Pants-of-dog wrote:We were discussing whether or not the abortion debate was relevant to your poll. You said it was not relevant, and now you seem to say it is comparable.
Religious prohibition of abortion does not seem comparable to China’s one child policy. There are at least two significant differences:
1. China’s policy is about limiting population growth. Religious bans on abortion are about increasing population, among other things, and
2. China’s policy was entirely state driven, while religious bans on abortion are driven mostly by churches, which are non-state institutions.
It isn't relevant because all variants of the reproductive models that I mentioned could take either position on that debate. See:
Pro-life laissez faire: "I don't want the government to force me to subsidise the murder of children!"
Pro-choice laissez faire: "I want to decide for myself whether I murder my children!"
Pro-life keynesian: "It is necessary for wise and holy rulers to prohibit their subjects from murdering their children!"
Pro-choice keynesian: "It is necessary for wise and holy rulers to make sure the people don't breed too much, making a burden on welfare provision, and so offer incentives and subsidies for killing their children, in case not enough are willing to do that on their own!"
Pro-life marxian: "Dear Leader is perfect and precious beyond all measure and thus all his clones are perfect and precious beyond all measure,
even the defective ones, thus the hive can not permit the destruction of even one dear leader clone!"
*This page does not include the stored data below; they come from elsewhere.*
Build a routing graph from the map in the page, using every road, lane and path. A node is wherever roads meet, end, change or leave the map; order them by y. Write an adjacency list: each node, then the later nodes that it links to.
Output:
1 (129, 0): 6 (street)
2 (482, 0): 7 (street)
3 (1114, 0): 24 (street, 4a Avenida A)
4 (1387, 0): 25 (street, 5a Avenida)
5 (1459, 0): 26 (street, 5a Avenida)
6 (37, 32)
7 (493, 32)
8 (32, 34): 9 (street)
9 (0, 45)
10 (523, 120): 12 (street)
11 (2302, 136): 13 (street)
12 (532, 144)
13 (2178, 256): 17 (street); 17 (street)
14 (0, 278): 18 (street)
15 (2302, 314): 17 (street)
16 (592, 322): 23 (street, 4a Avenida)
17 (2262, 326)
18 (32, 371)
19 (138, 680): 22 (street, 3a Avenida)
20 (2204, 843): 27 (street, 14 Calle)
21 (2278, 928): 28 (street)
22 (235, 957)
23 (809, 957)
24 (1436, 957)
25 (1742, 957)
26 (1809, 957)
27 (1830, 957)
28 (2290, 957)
Pro-choice marxian (lol that's an oxymoron): "Only the most perfect clones are fit to honour Dear Leader with existence, thus even the slightest deformity must be purged!"
Let's be real we have all participated in the abortion debate on one side or another and it always degenerates into a shitshow where people just repeat the same boring arguments without even listening to the other side. It's a black hole topic and I don't want it devouring my thread.
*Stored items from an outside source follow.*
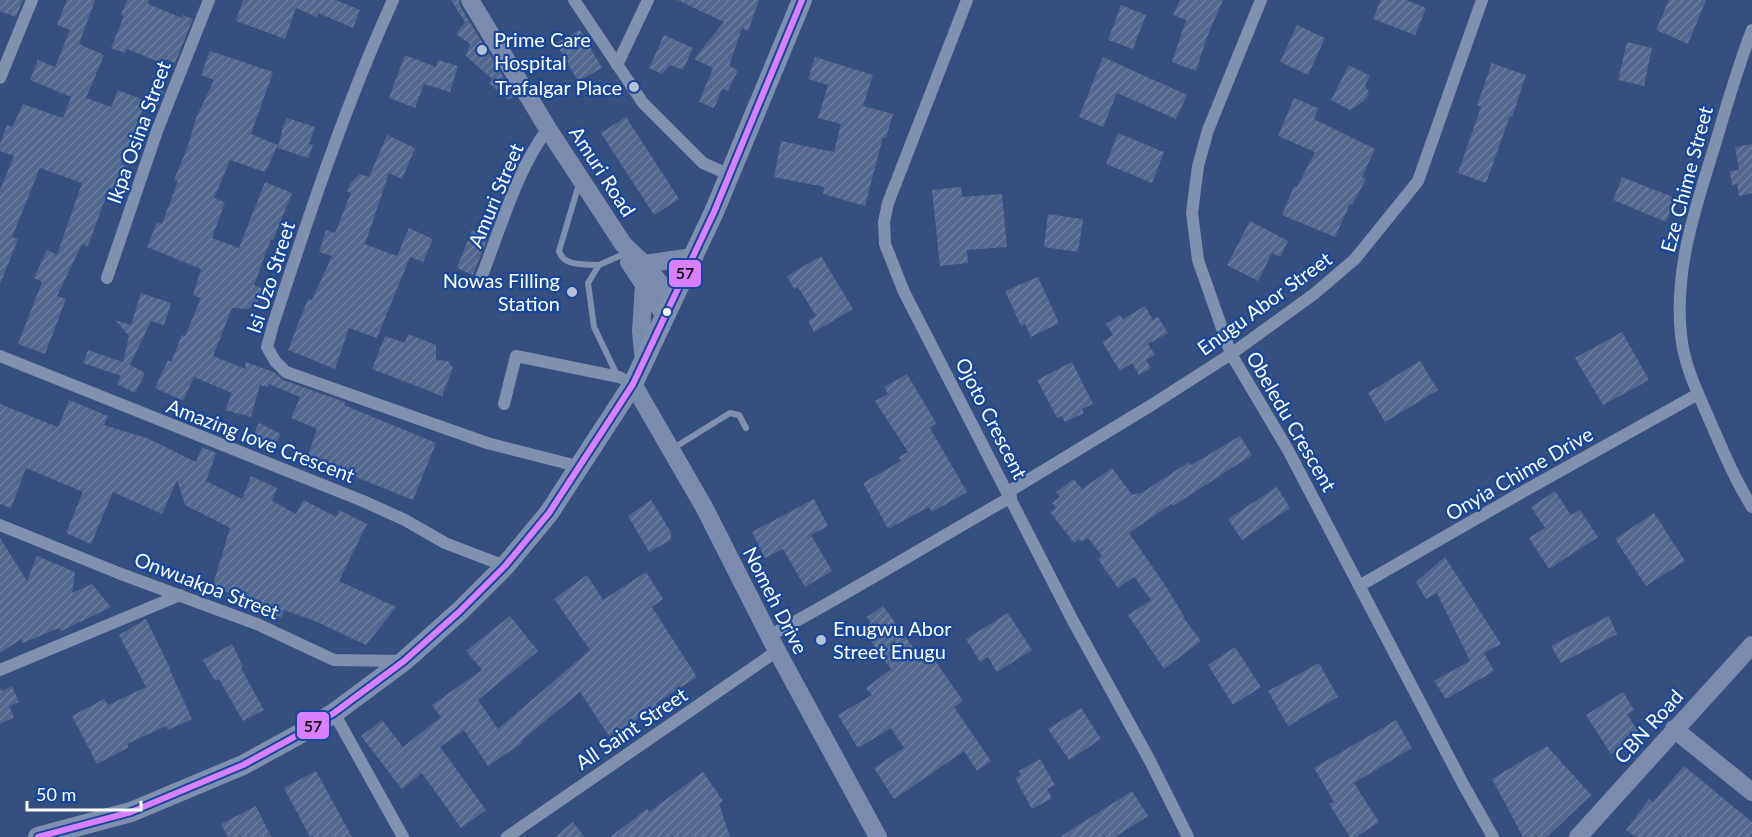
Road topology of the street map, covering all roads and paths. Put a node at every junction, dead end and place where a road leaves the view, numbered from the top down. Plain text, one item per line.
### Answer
1 (32, 0) edge
2 (209, 0) edge
3 (393, 0) edge
4 (470, 0) edge
5 (574, 0) edge
6 (648, 0) edge
7 (802, 0) edge
8 (967, 0) edge
9 (1261, 0) edge
10 (1482, 0) edge
11 (1752, 30) edge
12 (617, 65) junction
13 (0, 78) edge
14 (548, 129) junction
15 (730, 175) junction
16 (581, 179) junction
17 (624, 249) junction
18 (693, 257) junction
19 (644, 264) junction
20 (599, 265) junction
21 (106, 278) dead end
22 (481, 278) dead end
23 (644, 285) junction
24 (669, 308) junction
25 (1231, 354) junction
26 (0, 356) edge
27 (644, 362) junction
28 (626, 380) junction
29 (1698, 394) junction
30 (504, 404) dead end
31 (746, 428) dead end
32 (671, 449) junction
33 (581, 466) junction
34 (1009, 494) junction
35 (1752, 507) edge
36 (0, 525) edge
37 (505, 566) junction
38 (1359, 586) junction
39 (180, 595) junction
40 (773, 644) junction
41 (1752, 645) edge
42 (404, 661) junction
43 (0, 670) edge
44 (334, 713) junction
45 (1674, 729) junction
46 (1752, 792) edge
47 (61, 834) edge
48 (1585, 835) edge
49 (38, 837) edge
50 (403, 837) edge
51 (507, 837) edge
52 (878, 837) edge
53 (1188, 837) edge
54 (1493, 837) edge

1 - 13 street
2 - 21 street, Ikpa Osina Street
3 - 33 street, Isi Uzo Street
4 - 14 main road, Amuri Road
5 - 12 street
6 - 12 street
7 - 15 main road
8 - 34 street, Ojoto Crescent
9 - 25 street, Obeledu Crescent
10 - 25 street, Enugu Abor Street
11 - 29 street, Eze Chime Street
12 - 15 street
14 - 16 main road, Amuri Road
14 - 22 street, Amuri Street
15 - 18 main road
16 - 17 main road, Amuri Road
16 - 20 lane
17 - 19 main road, Amuri Road
17 - 20 lane
17 - 23 main road, Amuri Road
18 - 19 main road
18 - 24 main road
19 - 24 main road, Amuri Road
20 - 28 lane
23 - 24 main road, Amuri Road
23 - 27 main road
24 - 27 main road
25 - 34 street, Enugu Abor Street
25 - 38 street, Obeledu Crescent
26 - 37 street, Amazing love Crescent
27 - 28 main road
28 - 30 street
28 - 32 main road, Nomeh Drive
28 - 33 main road
29 - 35 street, Eze Chime Street
29 - 38 street, Onyia Chime Drive
31 - 32 lane
32 - 40 main road, Nomeh Drive
33 - 37 main road
34 - 40 street, Enugu Abor Street
34 - 53 street, Ojoto Crescent
36 - 39 street, Onwuakpa Street
37 - 42 main road
38 - 54 street, Obeledu Crescent
39 - 42 street, Onwuakpa Street
39 - 43 street
40 - 51 street, All Saint Street
40 - 52 main road, Nomeh Drive
41 - 45 main road, CBN Road
42 - 44 main road
44 - 47 main road
44 - 50 street
45 - 46 main road
45 - 48 main road, CBN Road
47 - 49 main road

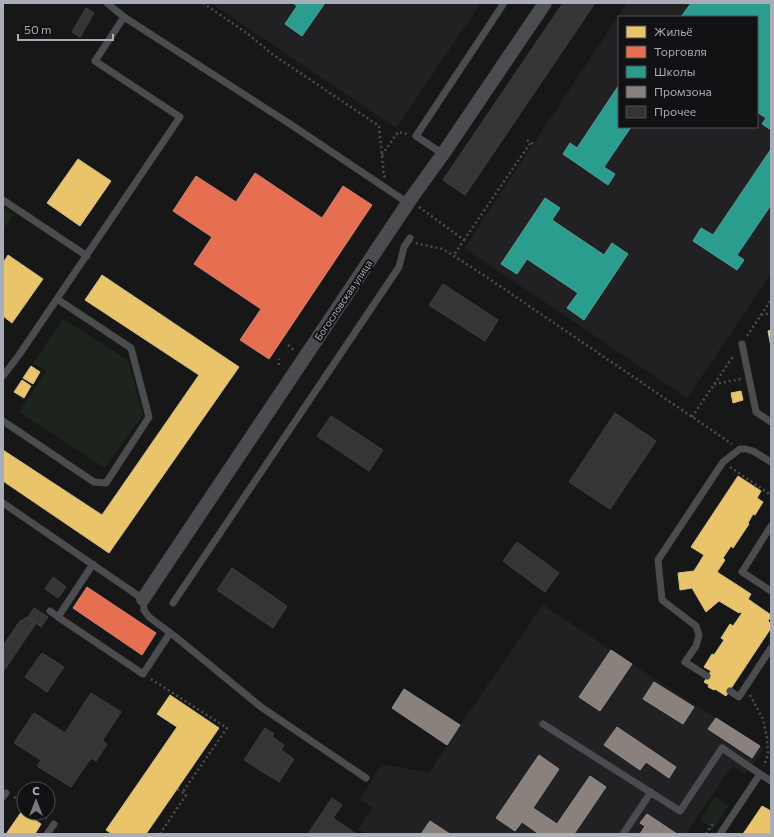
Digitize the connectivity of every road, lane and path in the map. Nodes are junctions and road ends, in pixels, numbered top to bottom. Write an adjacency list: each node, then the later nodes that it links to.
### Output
1 (107, 3): 5 (lane)
2 (203, 3): 9 (path)
3 (504, 3): 6 (lane)
4 (545, 3): 8 (street, Богословская улица)
5 (124, 17): 12 (lane); 16 (lane)
6 (416, 136): 8 (lane); 9 (path)
7 (527, 140): 14 (path)
8 (443, 154): 12 (street, Богословская улица)
9 (382, 155): 10 (path)
10 (391, 180)
11 (3, 200): 16 (lane)
12 (412, 204): 14 (path); 38 (street, Богословская улица)
13 (410, 238): 15 (path); 39 (lane)
14 (464, 240): 15 (path)
15 (454, 255): 27 (path)
16 (87, 256): 17 (lane)
17 (57, 299): 24 (lane); 28 (lane)
18 (771, 300): 20 (path)
19 (771, 313): 20 (path)
20 (761, 315): 21 (path)
21 (742, 344): 25 (lane); 26 (path)
22 (279, 358): 23 (path)
23 (279, 365)
24 (3, 376)
25 (749, 378): 26 (path); 29 (lane)
26 (714, 384): 27 (path)
27 (692, 417): 30 (path)
28 (3, 421)
29 (771, 422)
30 (740, 449): 31 (lane); 32 (lane)
31 (723, 462): 33 (path); 45 (lane)
32 (771, 462)
33 (771, 495)
34 (3, 503): 36 (lane)
35 (771, 526): 37 (lane)
36 (93, 564): 38 (lane); 41 (lane)
37 (771, 591)
38 (143, 599): 42 (lane)
39 (173, 603)
40 (50, 611): 41 (lane)
41 (58, 617): 44 (lane)
42 (170, 633): 44 (lane); 51 (lane)
43 (771, 648): 46 (lane)
44 (143, 674): 55 (path)
45 (707, 676)
46 (745, 686): 47 (lane); 49 (path)
47 (730, 691)
48 (543, 724): 54 (lane)
49 (764, 765)
50 (760, 774): 52 (lane); 54 (lane); 60 (lane)
51 (366, 778)
52 (771, 781)
53 (177, 789): 55 (path)
54 (651, 792): 59 (lane)
55 (182, 793): 58 (path)
56 (54, 824): 57 (lane)
57 (47, 834)
58 (160, 834)
59 (623, 834)
60 (720, 834)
Pants-of-dog wrote:This weird comparison you are making between childbirth and economics seems nonsensical.
Is there an actual logical point of similarity between childbirth and state control of the economy?
The point of worker ownership of the means of production is to get rid of economic exploitation. Since childbirth does not create exploitation (economic or otherwise), there is no need to control it.
Your comparison fails.
Economics is supposedly the study of the production and distribution of goods and services, and that includes livestock, so it could, should and does study the production and distribution of human livestock. So when some fruitbat says "wouldn't it be great if the communists had a monopoly on the means of production, like it was even illegal to own a means of production, unless you were a communist?"; it is fair to wonder if there are any limits on which means of production is to be monopolised, if it includes farm animals why would it not include human animals? It is actually for you and other communist totalitarians to specify the parameters of your monopolistic agenda. If you don't specify the limits then it is safe to assume there are none.